The warehouse - a behemoth of a structure creaked and groaned as if preparing to swallow
me in its gut as I pushed deeper and deeper into the shadows. It never occurred to
me to pull out my flashlight. An animal instinct in me took over, bending my spine
forward so I crouched, curling my hands so they looked and felt like claws instead
of fingers. The smallest refractions of light gave my eyes all they needed to see
into the dingy space around me.

Like a bloodthirsty animal, I hunted. Following the sounds of grunts and moans and
discovering nothing but a handful of freshly killed men. Until I found it. In the
corner of the warehouse was a walled off room - most likely used once upon a time
as a break room. A lamp from within glowed softly but the space seemed quiet - almost
too quiet.

The door was ajar just enough to slip my body silently inside without disturbing it.
The narrow room was long - stretching a good hundred feet from the doorway. Lining
the furthest corner was a row of twin mattresses. Some with ruffled sheets, some naked
so that they exposed the dark stains that spread out along the diamond pattern of
the beds. The sharp odor of urine and feces made me gag. And the hot, iron smell of
blood. Thin sprays of blood decorated the walls, still dripping downward in places.
I gaped in shock at the bottom of the furthest wall where a woman with matted hair,
that might or might not have once been blonde, lay in a crumpled heap of chopped up
limbs - intestines and brain matter spilling out around her like a gutted fish.

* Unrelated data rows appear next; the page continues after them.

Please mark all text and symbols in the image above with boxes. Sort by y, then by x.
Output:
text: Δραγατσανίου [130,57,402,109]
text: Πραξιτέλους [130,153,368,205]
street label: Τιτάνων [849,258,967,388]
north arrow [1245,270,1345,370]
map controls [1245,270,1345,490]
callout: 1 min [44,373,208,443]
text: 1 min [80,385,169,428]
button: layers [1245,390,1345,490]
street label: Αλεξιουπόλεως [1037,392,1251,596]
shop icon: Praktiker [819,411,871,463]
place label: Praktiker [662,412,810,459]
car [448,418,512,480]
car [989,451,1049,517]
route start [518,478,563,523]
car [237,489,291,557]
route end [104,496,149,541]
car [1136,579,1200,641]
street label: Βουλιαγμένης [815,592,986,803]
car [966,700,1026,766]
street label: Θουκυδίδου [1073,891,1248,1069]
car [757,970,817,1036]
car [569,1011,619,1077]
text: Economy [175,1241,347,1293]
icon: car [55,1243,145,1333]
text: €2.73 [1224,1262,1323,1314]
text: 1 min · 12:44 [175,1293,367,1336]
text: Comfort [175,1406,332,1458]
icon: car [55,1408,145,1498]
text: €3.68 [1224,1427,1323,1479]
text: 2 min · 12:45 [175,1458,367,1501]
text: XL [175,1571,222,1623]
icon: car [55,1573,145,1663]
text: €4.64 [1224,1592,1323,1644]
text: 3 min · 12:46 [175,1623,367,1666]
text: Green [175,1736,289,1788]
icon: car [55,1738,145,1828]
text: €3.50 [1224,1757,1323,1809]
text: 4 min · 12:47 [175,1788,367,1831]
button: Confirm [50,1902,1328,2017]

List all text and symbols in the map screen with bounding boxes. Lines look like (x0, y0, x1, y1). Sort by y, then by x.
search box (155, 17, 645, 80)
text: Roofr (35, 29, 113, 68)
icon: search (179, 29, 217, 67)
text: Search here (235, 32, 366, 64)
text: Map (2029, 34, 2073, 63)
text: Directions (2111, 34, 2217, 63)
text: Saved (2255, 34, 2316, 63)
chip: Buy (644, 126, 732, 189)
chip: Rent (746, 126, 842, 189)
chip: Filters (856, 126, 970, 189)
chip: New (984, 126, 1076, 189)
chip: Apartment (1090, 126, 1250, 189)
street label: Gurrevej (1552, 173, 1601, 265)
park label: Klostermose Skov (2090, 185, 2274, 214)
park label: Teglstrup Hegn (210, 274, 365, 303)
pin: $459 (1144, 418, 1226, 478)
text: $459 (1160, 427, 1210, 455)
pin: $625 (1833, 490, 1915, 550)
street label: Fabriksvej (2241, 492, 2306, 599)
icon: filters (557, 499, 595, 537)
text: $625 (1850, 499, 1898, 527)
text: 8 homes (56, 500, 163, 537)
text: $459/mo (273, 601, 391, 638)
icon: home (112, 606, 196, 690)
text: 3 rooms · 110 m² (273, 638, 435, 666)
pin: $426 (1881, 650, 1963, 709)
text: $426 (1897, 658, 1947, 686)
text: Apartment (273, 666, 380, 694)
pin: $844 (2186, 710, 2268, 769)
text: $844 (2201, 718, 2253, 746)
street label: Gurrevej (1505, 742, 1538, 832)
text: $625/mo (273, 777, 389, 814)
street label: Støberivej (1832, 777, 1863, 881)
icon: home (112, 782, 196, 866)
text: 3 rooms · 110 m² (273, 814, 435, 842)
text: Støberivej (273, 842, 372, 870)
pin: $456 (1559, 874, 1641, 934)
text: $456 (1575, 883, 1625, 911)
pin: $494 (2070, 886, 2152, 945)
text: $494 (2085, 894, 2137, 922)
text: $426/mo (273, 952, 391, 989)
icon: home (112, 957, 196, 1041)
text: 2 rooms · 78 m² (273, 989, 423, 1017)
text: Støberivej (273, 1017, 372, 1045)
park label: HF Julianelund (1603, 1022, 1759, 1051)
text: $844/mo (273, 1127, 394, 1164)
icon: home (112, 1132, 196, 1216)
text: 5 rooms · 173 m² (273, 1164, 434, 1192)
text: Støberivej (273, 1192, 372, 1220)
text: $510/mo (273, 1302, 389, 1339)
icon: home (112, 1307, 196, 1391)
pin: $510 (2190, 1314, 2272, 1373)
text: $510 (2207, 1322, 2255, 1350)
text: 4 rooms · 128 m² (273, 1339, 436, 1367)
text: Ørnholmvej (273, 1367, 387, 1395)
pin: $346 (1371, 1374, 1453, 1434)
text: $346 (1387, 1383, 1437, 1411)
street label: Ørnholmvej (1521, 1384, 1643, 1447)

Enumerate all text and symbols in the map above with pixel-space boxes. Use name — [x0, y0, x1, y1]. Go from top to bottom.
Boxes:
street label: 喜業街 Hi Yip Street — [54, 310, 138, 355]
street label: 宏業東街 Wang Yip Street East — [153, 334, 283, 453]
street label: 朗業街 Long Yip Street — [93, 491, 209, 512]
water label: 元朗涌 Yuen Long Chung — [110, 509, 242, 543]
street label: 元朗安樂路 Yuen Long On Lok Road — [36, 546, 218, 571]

My stomach lurched but didn't have time to do more than that before gangly arms jumped
out from behind the door and slimy fingers coiled around my neck. Creative curses
words flew out of my mouth as the knife clattered to the ground and spun across the
room. We struggled against one another, falling to the scuffed linoleum and rolling
around until we were fused together - a tangled mess of scratched, bleeding and trembling
limbs.

Stringy hair caught in my mouth and I spat out the sour strands in a panic before
they became stuck in my throat. One of us kicked at the table that held the battery
operated camping lantern. When it crashed to the ground, it rolled away from me, stretching
the light in waves over the walls, letting in the shadows. When a pale face came close
to mine, I jerked my forehead into it, feeling something crack and my attacker screamed
- a high-pitched cry that only a woman can make. Wiggling a knee between us, the greasy
hands left my neck. I kicked at the girl's soft midsection, sending her flying into
the blood-streaked wall, landing just inches away from a severed hand.